Tuesday, April 04, 2006

12 Questions About the Stadium Proposal Which No One Dared to Ask

12 Questions About the Stadium Proposal Which No One Dared to Ask

1. How can City Council members even try to hide behind protocol
rather than vote their conscience when this project adversely affects so many people and is so costly to all tax paying citizens of New York City?

2. New York City and not Yankee management, who ignored many of the own fans, will be responsible for tearing down the old stadium and obliterating over 80 years of baseball memories. Is this right?

3. Where is the independent police study of this project? Isn't it
irresponsible to mandate one especially after a similar study resulted
in massive changes at Ground Zero?

4. Just how many more police officers would be pulled away from their precincts thus benefitting drug dealers and the criminal element?

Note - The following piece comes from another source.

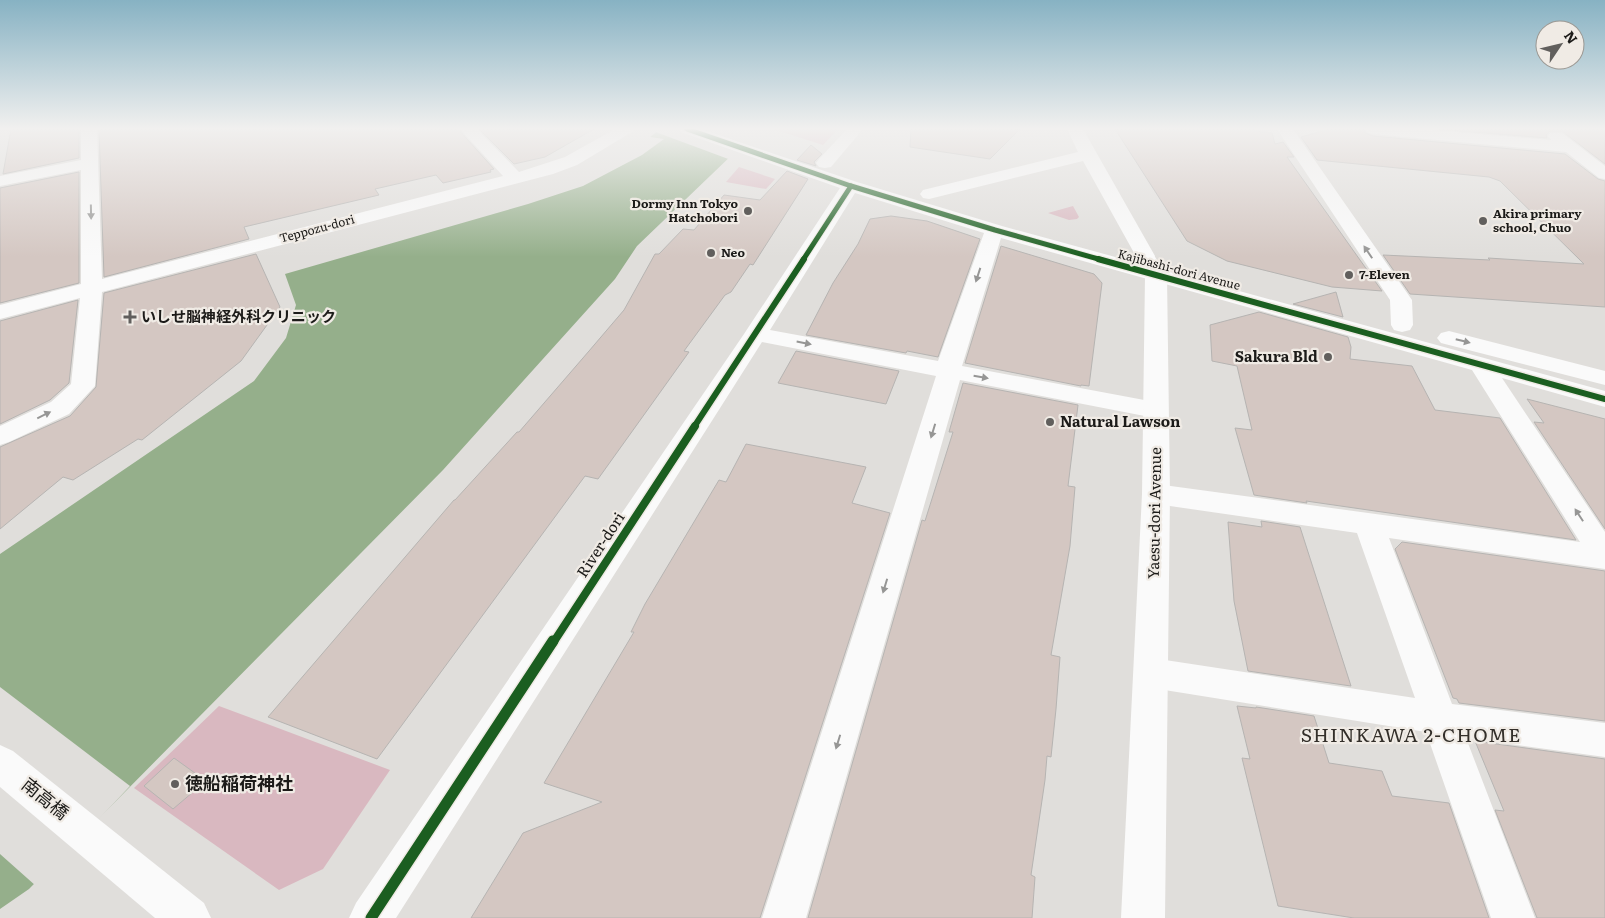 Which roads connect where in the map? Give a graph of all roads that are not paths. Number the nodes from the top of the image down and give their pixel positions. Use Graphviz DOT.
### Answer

5. If there was a terrorist attack, what would be the cost of the
clean-up, rebuilding and who would pay for everything including the medical bills of community residents placed at risk by the irresponsibility of placing a stadium in the middle of a residential community?

6. Why did Yankee management not reveal a so-called rejected plan and the cost of renovating rather rebuilding the stadium? What is so wrong with Fernando Ferrer's 1998 plan?

7. There are those who contend that renovation would mean more jobs for construction workers but less money spent on material. Did anyone examine this theory further?

8. Would a stadium be placed in a non-minority neighborhood?

9. Do the synthetic replacement parks comply with the Federal Land and Water Conservation Fund Act of 1965?

10. Does attracting some 5,000 more cars with the new public subsidized parking garages comply with the Clean Air Act?

11. Since Spanish speakers comprise 61% of the District's population,
does not issuing the EIS in Spanish not violate President Clinton's 1994 Executive Order mandating local governments to overcome "linguistic, cultural and other barriers to meaningful community participation."

12. Are you comfortable voting for a project which has come through the ULURP process with more community rights violations than any other project in NYC history?

Grand Prize: Just what does the Stadium Project do for the
community? The community never got an answer which is why Bronx Community Board #4 rejected the project by a 2 to 1 margin on November 22nd.